Boli Bana de Simon Coulibaly Gillard
Un joli documentaire, ce genre de film qui permet de découvrir ce que aucun voyage, aucun livre ne permettrait de connaître. Le cinéma dans toute sa singularité. Le réalisateur observe, nous montre, de près, la (sur)vie d’un peuple à peine défini – les peuhls, issus du village éponyme – qui entre élevage et tâches quotidiennes, essaye de se nourrir, de perpétuer ses singularités qui parfois nous paraissent les plus barbares.

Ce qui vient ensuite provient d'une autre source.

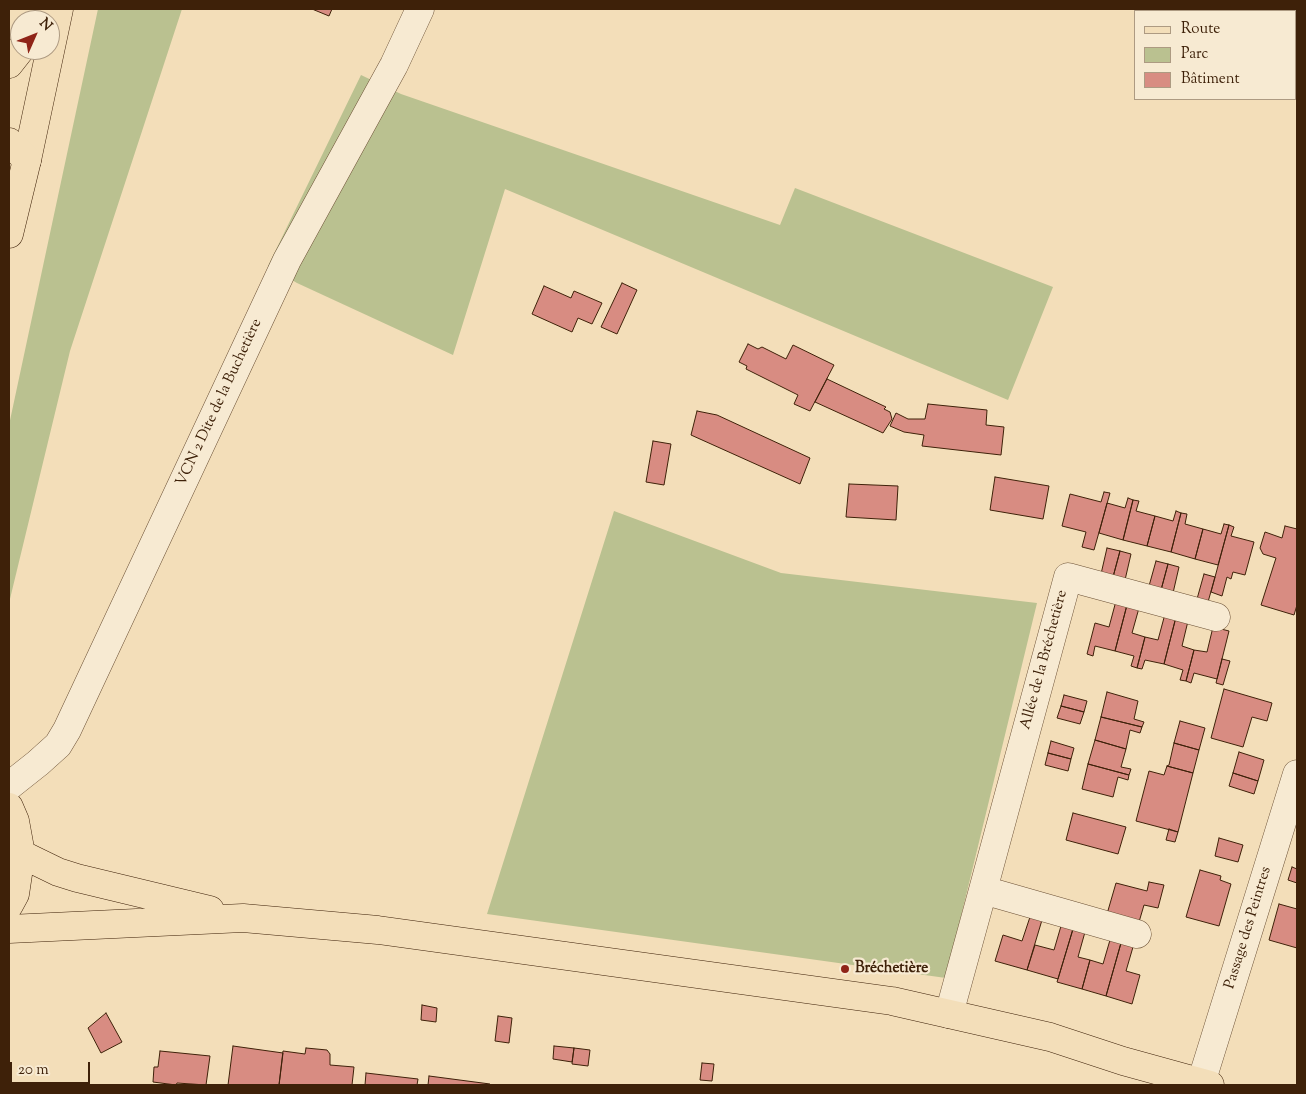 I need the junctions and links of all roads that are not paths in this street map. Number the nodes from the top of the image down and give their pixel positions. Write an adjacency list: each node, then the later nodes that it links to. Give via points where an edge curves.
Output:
1 (59, 9): 3 (main road)
2 (420, 9): 7 (street, VCN 2 Dite de la Buchetière, via 394,65 287,260 67,730 58,745)
3 (17, 162): 4 (main road)
4 (9, 234)
5 (1216, 617): 10 (street, Allée de la Bréchetière, via 1068,577)
6 (1297, 774): 16 (street, Passage des Peintres)
7 (9, 786)
8 (9, 807): 9 (main road)
9 (21, 854): 11 (main road, via 15,894); 12 (main road, via 77,878)
10 (983, 890): 14 (street); 15 (street, Allée de la Bréchetière)
11 (9, 905)
12 (243, 918): 13 (main road); 15 (main road, via 378,930 683,971 892,1001)
13 (9, 929)
14 (1137, 934)
15 (949, 1014): 16 (main road, via 1050,1037)
16 (1206, 1084) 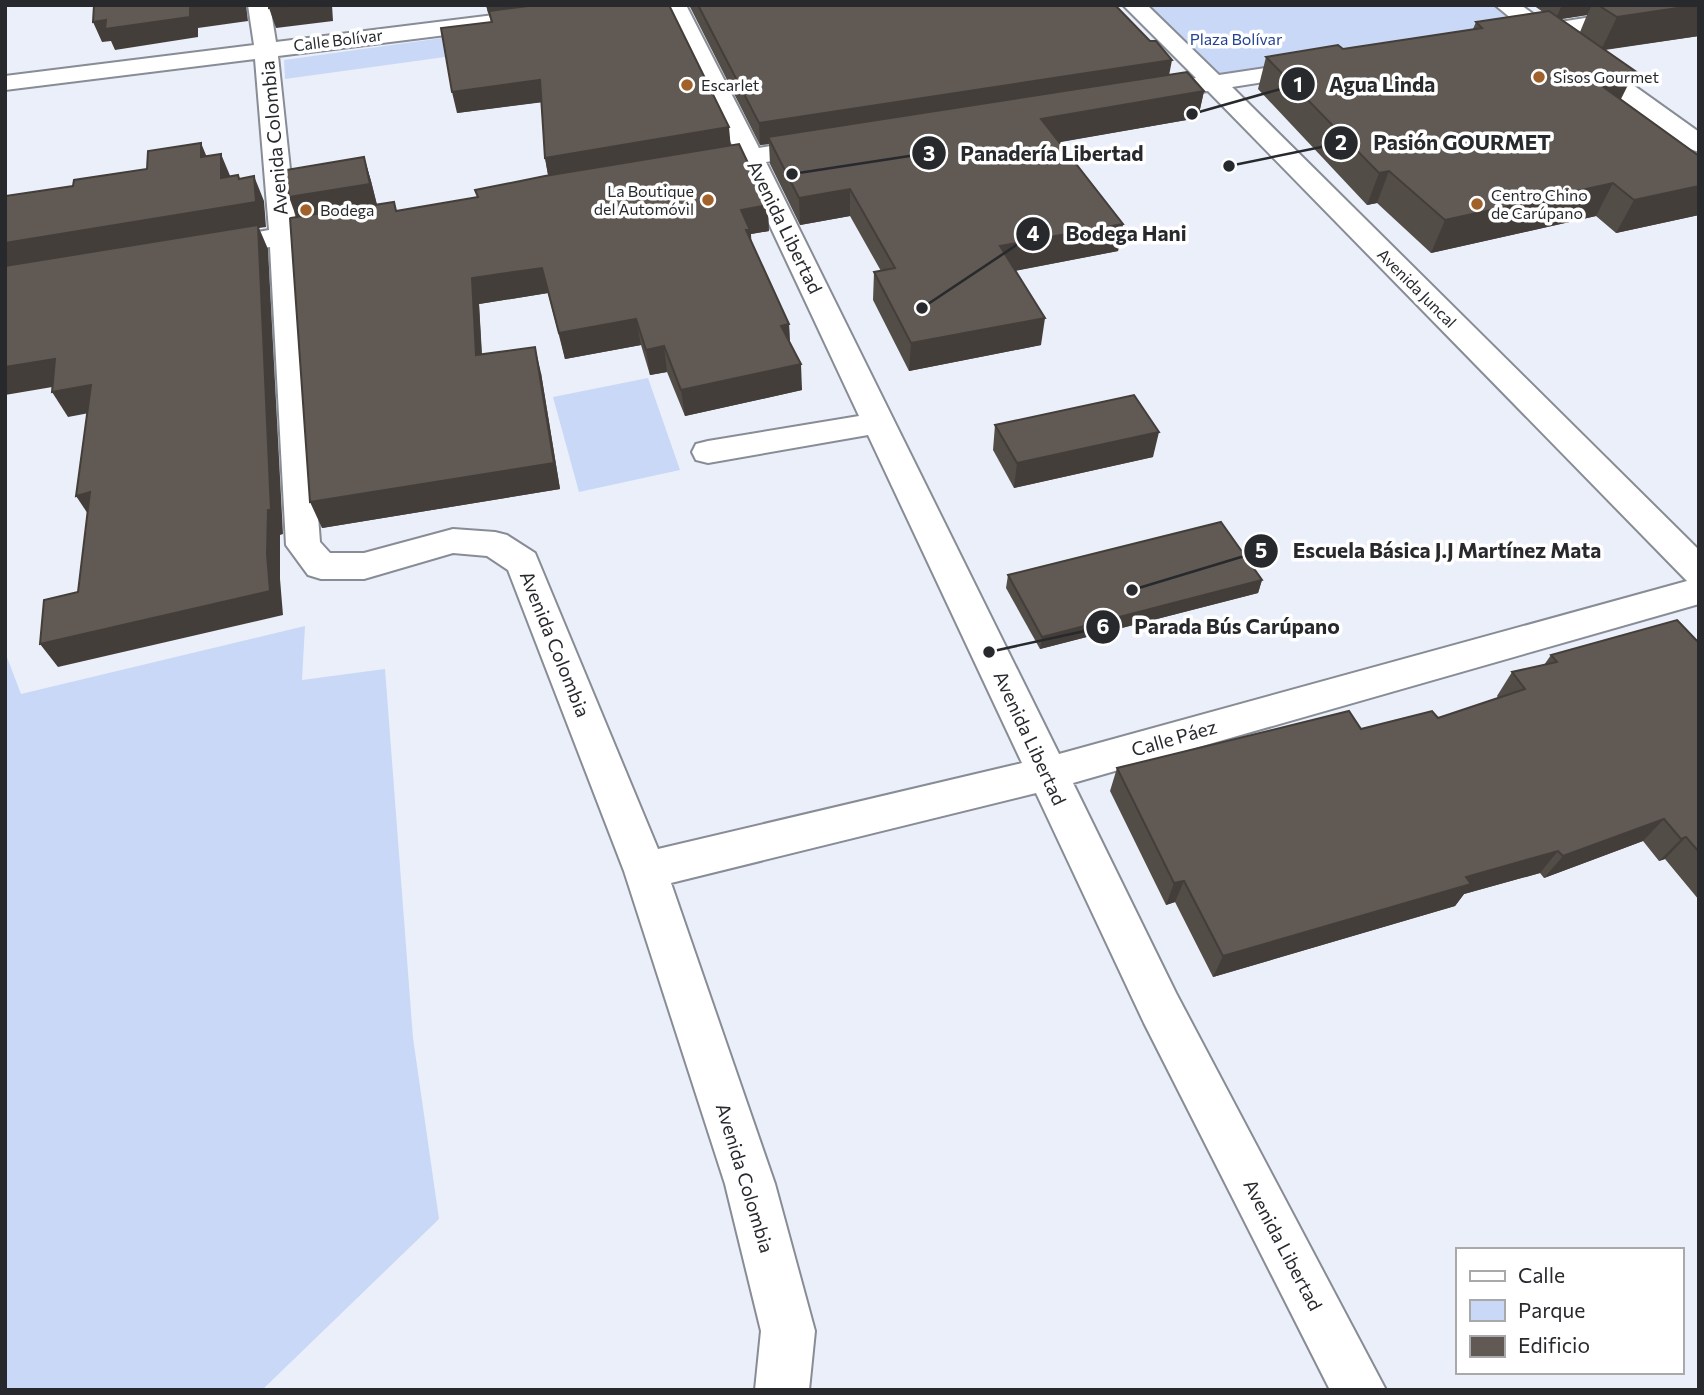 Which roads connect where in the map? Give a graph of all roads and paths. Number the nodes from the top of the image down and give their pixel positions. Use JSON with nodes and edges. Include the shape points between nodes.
{"nodes":[{"id":1,"x":259,"y":5,"type":"edge"},
{"id":2,"x":630,"y":5,"type":"edge"},
{"id":3,"x":675,"y":5,"type":"edge"},
{"id":4,"x":1134,"y":5,"type":"edge"},
{"id":5,"x":1506,"y":5,"type":"edge"},
{"id":6,"x":1699,"y":6,"type":"edge"},
{"id":7,"x":1543,"y":32,"type":"junction"},
{"id":8,"x":1490,"y":40,"type":"edge"},
{"id":9,"x":267,"y":49,"type":"junction"},
{"id":10,"x":1342,"y":63,"type":"edge"},
{"id":11,"x":5,"y":83,"type":"edge"},
{"id":12,"x":1214,"y":83,"type":"junction"},
{"id":13,"x":1120,"y":97,"type":"edge"},
{"id":14,"x":839,"y":143,"type":"edge"},
{"id":15,"x":1699,"y":144,"type":"edge"},
{"id":16,"x":751,"y":157,"type":"junction"},
{"id":17,"x":675,"y":170,"type":"edge"},
{"id":18,"x":364,"y":223,"type":"edge"},
{"id":19,"x":283,"y":237,"type":"junction"},
{"id":20,"x":191,"y":252,"type":"edge"},
{"id":21,"x":879,"y":423,"type":"junction"},
{"id":22,"x":708,"y":452,"type":"dead end"},
{"id":23,"x":1699,"y":572,"type":"edge"},
{"id":24,"x":1699,"y":591,"type":"edge"},
{"id":25,"x":1047,"y":774,"type":"junction"},
{"id":26,"x":645,"y":871,"type":"junction"},
{"id":27,"x":782,"y":1390,"type":"edge"},
{"id":28,"x":1359,"y":1390,"type":"edge"}],
"edges":[{"from":1,"to":9,"type":"street","name":"Avenida Colombia"},
{"from":2,"to":9,"type":"street","name":"Calle Bolívar"},
{"from":3,"to":16,"type":"street","name":"Avenida Libertad"},
{"from":4,"to":12,"type":"street","name":"Avenida Juncal"},
{"from":5,"to":7,"type":"street"},
{"from":6,"to":7,"type":"street"},
{"from":7,"to":8,"type":"street"},
{"from":7,"to":15,"type":"street"},
{"from":9,"to":11,"type":"street","name":"Calle Bolívar"},
{"from":9,"to":19,"type":"street","name":"Avenida Colombia"},
{"from":10,"to":12,"type":"street"},
{"from":12,"to":13,"type":"street"},
{"from":12,"to":23,"type":"street","name":"Avenida Juncal"},
{"from":14,"to":16,"type":"street"},
{"from":16,"to":17,"type":"street"},
{"from":16,"to":21,"type":"street","name":"Avenida Libertad"},
{"from":18,"to":19,"type":"street"},
{"from":19,"to":20,"type":"street"},
{"from":19,"to":26,"type":"street","name":"Avenida Colombia","via":[[303,545],[321,566],[364,566],[453,541],[495,544],[523,562]]},
{"from":21,"to":22,"type":"street"},
{"from":21,"to":25,"type":"street","name":"Avenida Libertad"},
{"from":24,"to":25,"type":"street","name":"Calle Páez"},
{"from":25,"to":26,"type":"street","name":"Calle Páez"},
{"from":25,"to":28,"type":"street","name":"Avenida Libertad","via":[[1160,1007]]},
{"from":26,"to":27,"type":"street","name":"Avenida Colombia","via":[[750,1184],[788,1331]]}]}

La structure du film est très ” genrée ” comme il faut dire maintenant pour exprimer le fait que les hommes et les femmes constituent deux groupes hétérogènes juxtaposés. Par le choix des images, par le cadre généralement très serré, par les mini événements qui constituent la trame non pas du récit à proprement parler – car il n’y en a pas – mais du long regard porté sur le quotidien de ces gens, le réalisateur nous fait aimer ces destins, témoins d’un monde radicalement différent du nôtre. C’est émouvant, poignant parfois, plein de bienveillance et de tendresse. Très exactement à l’inverse d’une carte postale touristique avec de beaux paysages, de beaux jeunes gens, de beaux vieillards, de très belles femmes. Tous sont là, au cœur du film, mais leur dignité est préservée car ils échappent au voyeurisme ébahi dont le selfie est devenu aujourd’hui la vérole du regard. Et pourtant, sans même qu’on ne puisse comprendre comment ils sont rechargés, des téléphones portables et leurs images, occupent déjà une place centrale dans l’imaginaire de cette jeunesse, voyant là sans doute la première concrétisation d’un ailleurs espéré. Le sujet semble être, sans aucune insistance ou désir de démonstration, le passage vers la vie d’adulte. Des moments significatifs pour le garçon, pour la fille, nous sont montrés de façon très intense, au plus près.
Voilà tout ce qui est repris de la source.